Eine Motion ist das richtige Instrument, weil das Ziel bekannt ist. Es geht nun darum, eine entsprechende Vorlage auszuarbeiten.


Regula Meschberger (SP) erinnert daran, dass sich die SP stark für das Gesetz über die familienergänzende Kinderbetreuung im Frühbereich eingesetzt hat. Trotz des Scheiterns dieser Vorlage hängt ihr Herz noch immer daran. Die weitere Entwicklung zu einer Vereinbarkeit von Beruf und Familie soll jedoch nicht blockiert werden. Deshalb hat die SP am Runden Tisch teilgenommen und bietet Hand zu einem Rahmengesetz, auch wenn noch nicht alle Details gelöst sind. Die SP stimmt der Umwandlung der Motion in ein Postulat zu, sie sieht in einigen Punkten noch Diskussionsbedarf.

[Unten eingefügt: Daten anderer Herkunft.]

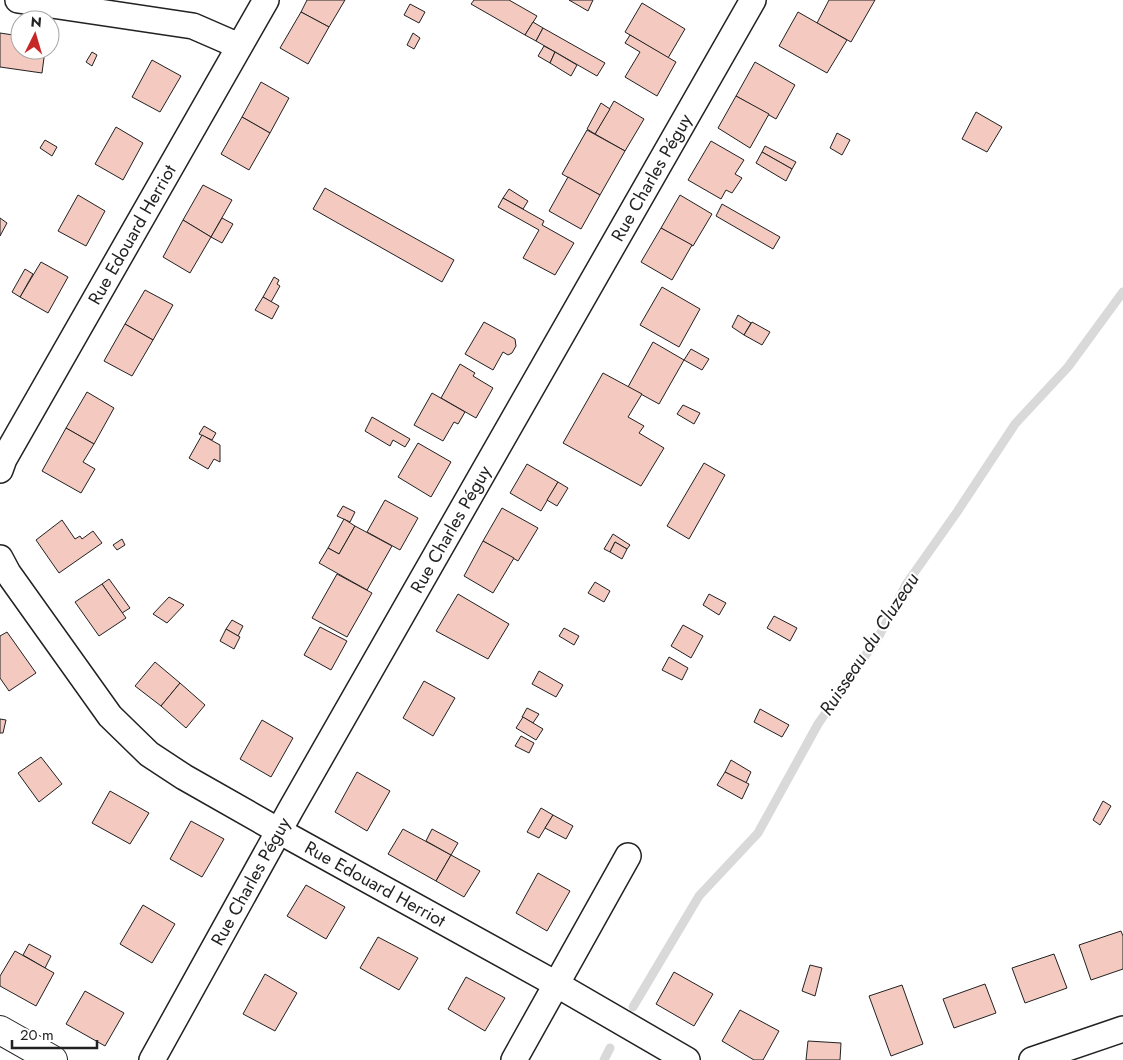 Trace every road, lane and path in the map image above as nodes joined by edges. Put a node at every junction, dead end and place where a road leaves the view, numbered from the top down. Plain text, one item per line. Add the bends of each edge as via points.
1 (18, 0) edge
2 (266, 0) edge
3 (752, 0) edge
4 (239, 46) junction
5 (0, 470) edge
6 (0, 558) edge
7 (279, 831) junction
8 (628, 856) dead end
9 (556, 984) junction
10 (1123, 1029) edge
11 (0, 1030) edge
12 (53, 1060) edge
13 (152, 1060) edge
14 (514, 1060) edge
15 (687, 1060) edge
16 (1032, 1060) edge

1 - 4 street via 193,26
2 - 4 street, Rue Edouard Herriot
3 - 7 street, Rue Charles Péguy
4 - 5 street, Rue Edouard Herriot
6 - 7 street, Rue Edouard Herriot via 110,716 149,754
7 - 9 street, Rue Edouard Herriot
7 - 13 street, Rue Charles Péguy
8 - 9 street
9 - 14 street
9 - 15 street, Rue Edouard Herriot
10 - 16 street
11 - 12 main road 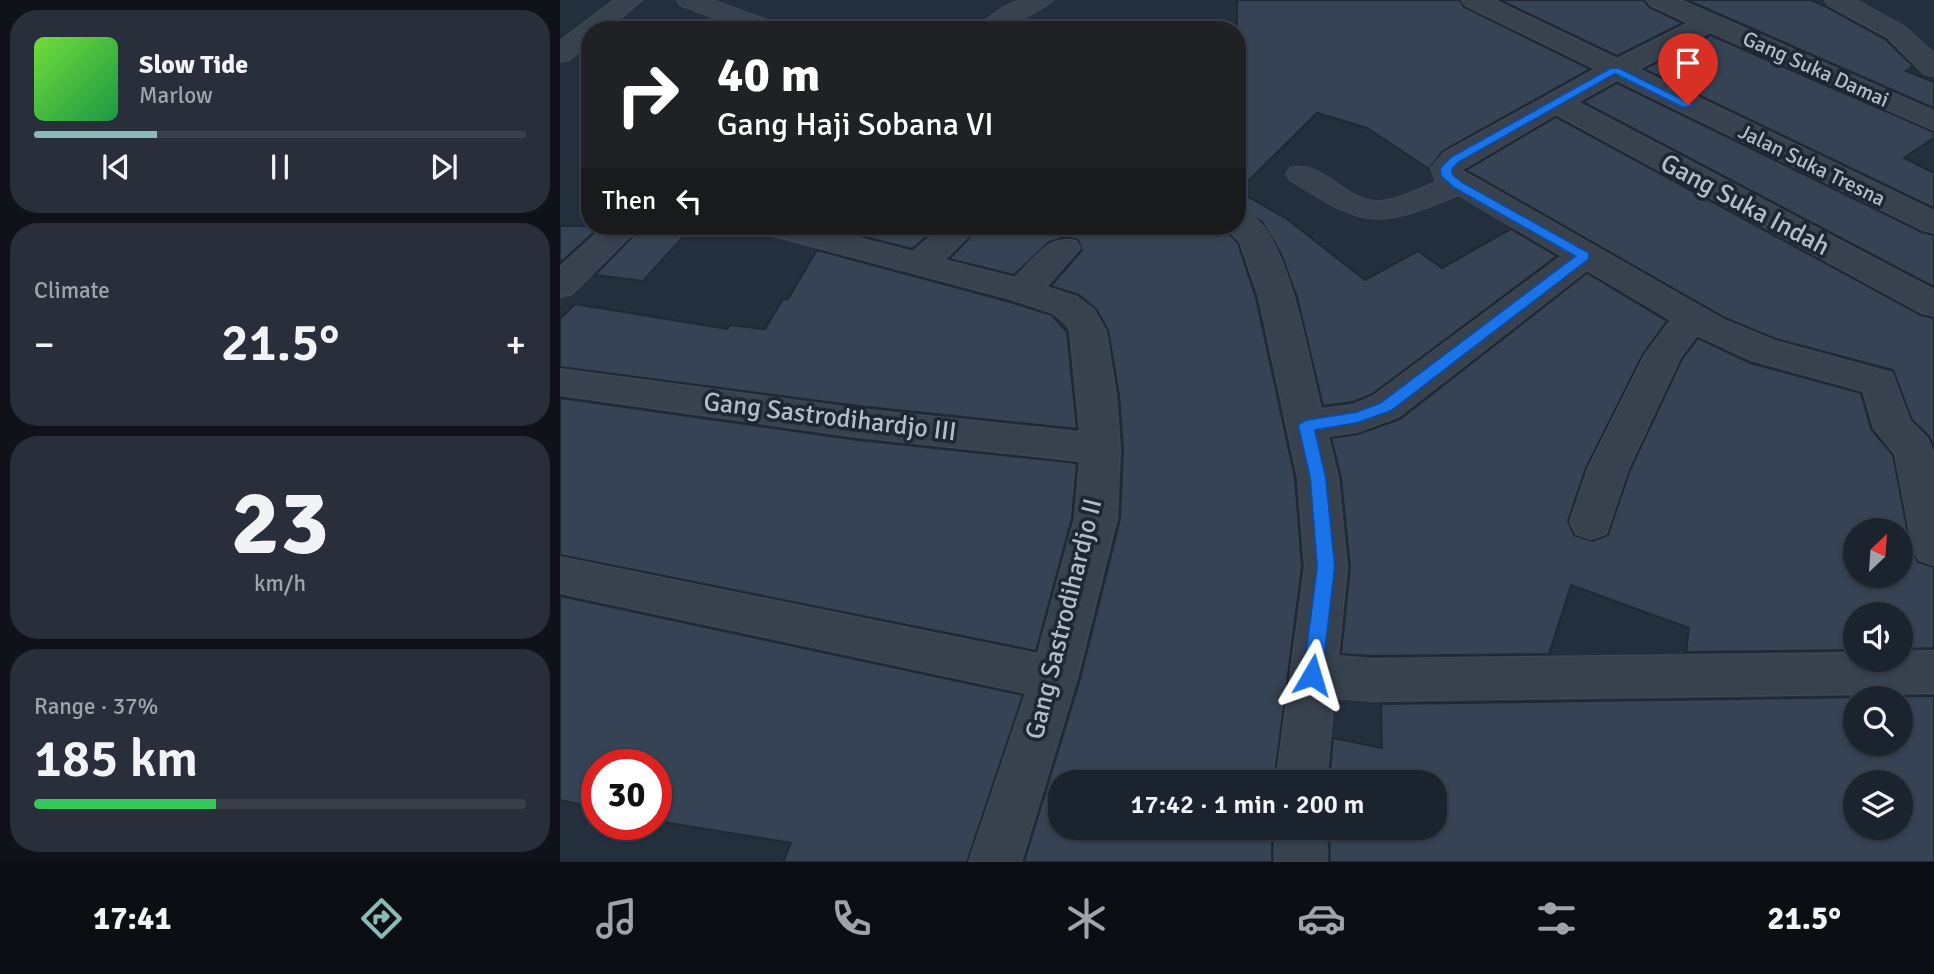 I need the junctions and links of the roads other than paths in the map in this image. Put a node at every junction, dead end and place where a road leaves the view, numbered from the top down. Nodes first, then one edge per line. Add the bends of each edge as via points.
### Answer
1 (630, 0) edge
2 (689, 0) edge
3 (771, 0) edge
4 (1041, 0) edge
5 (1474, 0) edge
6 (1659, 0) edge
7 (1837, 0) edge
8 (743, 18) junction
9 (602, 21) edge
10 (750, 21) edge
11 (999, 21) edge
12 (1710, 22) junction
13 (581, 37) edge
14 (560, 54) edge
15 (1934, 68) edge
16 (1615, 70) junction
17 (1557, 103) junction
18 (1934, 121) edge
19 (1301, 174) dead end
20 (1457, 184) junction
21 (1934, 223) edge
22 (1246, 229) edge
23 (614, 235) edge
24 (808, 235) edge
25 (952, 235) edge
26 (1064, 248) dead end
27 (1584, 256) junction
28 (919, 264) junction
29 (560, 286) edge
30 (1022, 291) junction
31 (1934, 305) edge
32 (1693, 318) junction
33 (560, 382) edge
34 (1306, 425) junction
35 (1100, 449) junction
36 (1591, 522) dead end
37 (1934, 548) edge
38 (560, 575) edge
39 (1934, 672) edge
40 (1312, 675) junction
41 (1054, 678) junction
42 (1302, 770) edge
43 (1301, 840) edge
44 (995, 862) edge
45 (1301, 862) edge

1 - 9 street
2 - 8 street
3 - 8 street
4 - 11 street
5 - 16 street
6 - 12 street, Gang Suka Damai
7 - 15 street via 1896,32
8 - 10 street
12 - 16 street
12 - 18 street, Gang Suka Damai
13 - 14 street
16 - 17 street
16 - 21 street, Jalan Suka Tresna
17 - 20 street via 1455,159 1446,168 1447,176
17 - 31 street, Gang Suka Indah
19 - 20 street via 1355,206 1371,210
20 - 27 street
22 - 34 street via 1255,238 1276,297
23 - 29 street
24 - 28 street, Gang Sastrodihardjo II
25 - 28 street
26 - 30 street
27 - 32 street
27 - 34 street via 1385,407 1357,418
28 - 30 street, Gang Sastrodihardjo II
30 - 35 street, Gang Sastrodihardjo II via 1065,305 1082,318 1088,331
32 - 36 street via 1663,355 1608,469
32 - 37 street via 1764,351 1879,382 1892,428 1913,447
33 - 35 street, Gang Sastrodihardjo III via 858,423
34 - 40 street via 1318,478 1326,567
35 - 41 street, Gang Sastrodihardjo II via 1096,518
38 - 41 street
39 - 40 street via 1372,680
40 - 42 street
41 - 44 street, Gang Sastrodihardjo II
43 - 45 street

Grundsätzlich ist sie einverstanden mit einem Rahmengesetz, mit einer Subjektfinanzierung und mit einem Gesetz Frühbereich / Primarschulbereich.


Mit der Überweisung der Motion in Form eines Postulats wird die weitere Entwicklung nicht blockiert, da die Sicherheitsdirektion daran ist, eine Vorlage auszuarbeiten.


Monica Gschwind (FDP) teilt mit, dass die FDP-Fraktion den Vorstoss unterstützt. Sie hat sich immer für ein Rahmengesetz ausgesprochen und die entsprechende Volksinitiative eingereicht. Am Runden Tisch haben sich die Standpunkte angenähert; das Geschäft ist nun wieder bei der Sicherheitsdirektion. Eine Überweisung des Vorstosses in der Form einer Motion würde allerdings die Arbeiten erschweren. Deshalb spricht sich die FDP-Fraktion dafür aus, die Motion als Postulat zu überweisen.


Regina Werthmüller (Grüne) informiert, dass die Grüne Fraktion sich ebenfalls für die Überweisung in der Form eines Postulats ausspricht. Es sind noch Ungereimtheiten vorhanden. In den ländlichen Gegenden wäre im Frühbereich auch eine Objektfinanzierung vorstellbar, bei einer Subjektfinanzierung könnte die Qualitätskontrolle leiden. Die Objektfinanzierung ist auch die flexiblere Lösung, weil der Überschuss oder der Unterbedarf geregelt werden kann.


Christian Steiner (CVP) stellt fest, dass der Vorstoss in die Diskussionen über die familienergänzende Betreuung passt. Bei den verschiedenen Bestrebungen (Runder Tisch, Verfassungsinitiative) ist ein gewisses Konfliktpotenzial nicht von der Hand zu weisen, wenn der Vorstoss als Motion überwiesen wird. Die CVP/EVP-Fraktion unterstützt deshalb die Überweisung als Postulat.


Hans Furer (glp) teilt mit, dass sich die BDP/glp-Fraktion für die Überweisung als Postulat ausspricht. Ein Postulat garantiert bei den weiteren Beratungen eine grössere Flexibilität als eine Motion.


Regierungsrat Isaac Reber (Grüne) erinnert daran, dass das Geschäft sowohl in der Sicherheits- als auch in der Bildungs-, Kultur- und Sportdirektion bearbeitet wird. Es besteht Konsens darüber, dass ein Handlungsbedarf besteht und eine Kursänderung Richtung Konvergenz nötig ist. Es stehen verschiedene Vorstösse und Initiativen im Raum. Die Diskussionen über den Weg, der beschritten werden soll, haben bereits begonnen. Der Runde Tisch, der im Traktandum 21 gefordert wird, ist bereits an der Arbeit. Es geschieht nicht oft, dass ein Vorstoss erfüllt ist, bevor er überwiesen worden ist.


Es ist von Vorteil, wenn nicht von Anfang an die Hände zu fest gebunden sind. Um einen Konsens zu finden, muss man sich den Weg offen lassen. Deshalb beantragt der Regierungsrat, die Motion als Postulat zu überweisen.


Thomas Weber (SVP) stellt einen Fortschritt in den Diskussionen und eine allgemeine Einigkeit in der Stossrichtung fest. Deshalb erklärt er sich einverstanden mit der Umwandlung in ein Postulat.


:// Die Motion 2012/092 wird stillschweigend als Postulat überwiesen.